Description of the task: From the line containing "Read the map" through the last line of the data, return those lines exactly as written and nothing more.
━━━━━━━━━━
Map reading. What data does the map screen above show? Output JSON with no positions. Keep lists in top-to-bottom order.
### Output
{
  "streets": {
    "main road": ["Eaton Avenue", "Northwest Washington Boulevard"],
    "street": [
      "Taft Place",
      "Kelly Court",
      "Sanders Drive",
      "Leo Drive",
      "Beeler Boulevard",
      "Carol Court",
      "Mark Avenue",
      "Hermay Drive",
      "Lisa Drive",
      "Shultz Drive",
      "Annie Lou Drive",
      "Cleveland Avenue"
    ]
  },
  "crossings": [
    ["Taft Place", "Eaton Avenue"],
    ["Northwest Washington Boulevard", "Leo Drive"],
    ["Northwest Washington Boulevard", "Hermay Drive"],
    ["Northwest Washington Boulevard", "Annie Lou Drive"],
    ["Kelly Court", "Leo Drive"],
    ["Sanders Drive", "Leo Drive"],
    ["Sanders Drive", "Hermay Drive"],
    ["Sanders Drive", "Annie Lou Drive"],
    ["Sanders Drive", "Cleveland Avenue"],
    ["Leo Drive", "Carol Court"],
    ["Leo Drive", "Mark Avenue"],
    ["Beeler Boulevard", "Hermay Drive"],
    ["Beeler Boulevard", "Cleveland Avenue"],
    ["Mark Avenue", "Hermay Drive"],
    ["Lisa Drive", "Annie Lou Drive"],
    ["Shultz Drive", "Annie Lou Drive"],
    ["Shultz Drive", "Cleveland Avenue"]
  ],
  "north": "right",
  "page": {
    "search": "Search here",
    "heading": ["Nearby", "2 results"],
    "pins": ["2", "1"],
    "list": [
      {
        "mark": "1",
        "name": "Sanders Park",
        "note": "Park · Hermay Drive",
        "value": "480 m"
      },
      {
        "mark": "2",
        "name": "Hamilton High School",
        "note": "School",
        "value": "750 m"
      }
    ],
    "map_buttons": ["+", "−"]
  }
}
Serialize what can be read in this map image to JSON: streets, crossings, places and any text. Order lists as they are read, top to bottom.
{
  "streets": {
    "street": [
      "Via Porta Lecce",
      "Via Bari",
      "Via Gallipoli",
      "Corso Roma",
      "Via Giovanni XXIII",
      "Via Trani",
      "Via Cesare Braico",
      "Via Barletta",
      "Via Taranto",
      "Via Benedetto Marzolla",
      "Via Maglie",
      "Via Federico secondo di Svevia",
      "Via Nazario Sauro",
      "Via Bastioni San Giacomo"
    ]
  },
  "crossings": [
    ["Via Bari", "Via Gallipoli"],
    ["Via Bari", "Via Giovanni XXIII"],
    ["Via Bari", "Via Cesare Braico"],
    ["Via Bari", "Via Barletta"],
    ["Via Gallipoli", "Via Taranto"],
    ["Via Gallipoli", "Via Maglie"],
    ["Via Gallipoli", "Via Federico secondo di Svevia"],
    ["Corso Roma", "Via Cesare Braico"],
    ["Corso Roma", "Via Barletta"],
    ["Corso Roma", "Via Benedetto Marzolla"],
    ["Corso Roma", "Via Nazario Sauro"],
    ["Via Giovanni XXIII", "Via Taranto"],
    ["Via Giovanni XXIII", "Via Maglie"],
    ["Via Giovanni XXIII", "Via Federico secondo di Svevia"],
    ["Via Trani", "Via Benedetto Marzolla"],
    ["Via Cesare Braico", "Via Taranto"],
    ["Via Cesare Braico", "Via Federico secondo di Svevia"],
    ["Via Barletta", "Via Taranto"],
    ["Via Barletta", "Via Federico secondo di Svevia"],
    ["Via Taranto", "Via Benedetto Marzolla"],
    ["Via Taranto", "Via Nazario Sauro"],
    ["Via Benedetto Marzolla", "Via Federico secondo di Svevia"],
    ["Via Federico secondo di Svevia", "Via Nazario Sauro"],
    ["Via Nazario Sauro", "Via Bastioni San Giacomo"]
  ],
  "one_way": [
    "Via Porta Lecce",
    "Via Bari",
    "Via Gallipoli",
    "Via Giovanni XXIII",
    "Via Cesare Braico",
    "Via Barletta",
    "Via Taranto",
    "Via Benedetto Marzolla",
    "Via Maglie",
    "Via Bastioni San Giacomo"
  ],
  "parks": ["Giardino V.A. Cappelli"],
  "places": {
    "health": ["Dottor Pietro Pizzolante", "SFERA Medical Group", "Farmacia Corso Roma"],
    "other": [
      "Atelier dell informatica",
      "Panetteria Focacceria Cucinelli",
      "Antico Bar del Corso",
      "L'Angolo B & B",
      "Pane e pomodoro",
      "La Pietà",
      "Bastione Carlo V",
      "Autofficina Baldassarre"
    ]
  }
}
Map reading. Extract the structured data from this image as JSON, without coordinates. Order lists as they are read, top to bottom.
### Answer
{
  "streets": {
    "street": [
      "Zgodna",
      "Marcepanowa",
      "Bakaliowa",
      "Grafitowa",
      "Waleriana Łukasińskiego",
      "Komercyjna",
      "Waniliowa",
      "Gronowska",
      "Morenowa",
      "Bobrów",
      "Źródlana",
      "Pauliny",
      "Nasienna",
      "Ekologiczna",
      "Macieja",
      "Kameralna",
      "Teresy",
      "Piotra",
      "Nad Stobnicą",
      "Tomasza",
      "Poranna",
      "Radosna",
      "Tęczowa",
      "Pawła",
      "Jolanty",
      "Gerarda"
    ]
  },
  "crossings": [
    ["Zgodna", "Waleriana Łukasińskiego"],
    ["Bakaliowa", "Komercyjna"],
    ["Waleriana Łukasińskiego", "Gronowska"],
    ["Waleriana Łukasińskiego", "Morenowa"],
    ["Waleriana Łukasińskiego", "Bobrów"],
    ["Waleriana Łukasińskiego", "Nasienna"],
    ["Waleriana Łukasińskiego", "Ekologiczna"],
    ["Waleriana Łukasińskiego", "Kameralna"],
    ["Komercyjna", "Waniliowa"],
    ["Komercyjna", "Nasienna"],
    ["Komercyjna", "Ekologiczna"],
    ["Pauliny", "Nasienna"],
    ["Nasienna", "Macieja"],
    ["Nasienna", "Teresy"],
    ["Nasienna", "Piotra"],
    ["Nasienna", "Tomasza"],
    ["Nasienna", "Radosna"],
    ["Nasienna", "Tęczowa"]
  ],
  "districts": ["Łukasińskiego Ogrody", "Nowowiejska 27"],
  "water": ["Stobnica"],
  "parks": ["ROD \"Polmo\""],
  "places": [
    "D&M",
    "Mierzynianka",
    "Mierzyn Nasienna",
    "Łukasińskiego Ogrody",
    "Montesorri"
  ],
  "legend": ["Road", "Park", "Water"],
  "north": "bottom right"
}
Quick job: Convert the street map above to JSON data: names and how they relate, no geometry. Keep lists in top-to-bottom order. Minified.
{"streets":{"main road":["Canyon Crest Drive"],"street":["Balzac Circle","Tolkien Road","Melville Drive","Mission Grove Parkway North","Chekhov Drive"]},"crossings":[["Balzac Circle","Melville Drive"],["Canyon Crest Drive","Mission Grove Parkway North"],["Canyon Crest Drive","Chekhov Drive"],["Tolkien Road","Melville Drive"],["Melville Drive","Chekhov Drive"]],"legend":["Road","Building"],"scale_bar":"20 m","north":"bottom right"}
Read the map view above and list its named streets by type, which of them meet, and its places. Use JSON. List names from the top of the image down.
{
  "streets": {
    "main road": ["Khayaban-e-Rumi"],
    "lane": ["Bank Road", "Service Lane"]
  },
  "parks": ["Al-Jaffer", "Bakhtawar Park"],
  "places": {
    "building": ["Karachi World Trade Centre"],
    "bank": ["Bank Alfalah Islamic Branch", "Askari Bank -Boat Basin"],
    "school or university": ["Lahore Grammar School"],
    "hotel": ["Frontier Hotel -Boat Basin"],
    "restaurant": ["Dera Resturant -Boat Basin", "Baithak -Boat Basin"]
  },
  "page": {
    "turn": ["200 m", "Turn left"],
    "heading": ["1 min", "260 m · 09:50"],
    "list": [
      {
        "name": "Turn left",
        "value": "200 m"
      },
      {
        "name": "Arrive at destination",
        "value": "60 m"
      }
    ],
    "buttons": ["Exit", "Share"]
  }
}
━━━━━━━━━━
Task output:
Read the map view above and list its named streets by type, which of them meet, and its places. Use JSON. List names from the top of the image down.
{
  "streets": {
    "main road": ["Khayaban-e-Rumi"],
    "lane": ["Bank Road", "Service Lane"]
  },
  "parks": ["Al-Jaffer", "Bakhtawar Park"],
  "places": {
    "building": ["Karachi World Trade Centre"],
    "bank": ["Bank Alfalah Islamic Branch", "Askari Bank -Boat Basin"],
    "school or university": ["Lahore Grammar School"],
    "hotel": ["Frontier Hotel -Boat Basin"],
    "restaurant": ["Dera Resturant -Boat Basin", "Baithak -Boat Basin"]
  },
  "page": {
    "turn": ["200 m", "Turn left"],
    "heading": ["1 min", "260 m · 09:50"],
    "list": [
      {
        "name": "Turn left",
        "value": "200 m"
      },
      {
        "name": "Arrive at destination",
        "value": "60 m"
      }
    ],
    "buttons": ["Exit", "Share"]
  }
}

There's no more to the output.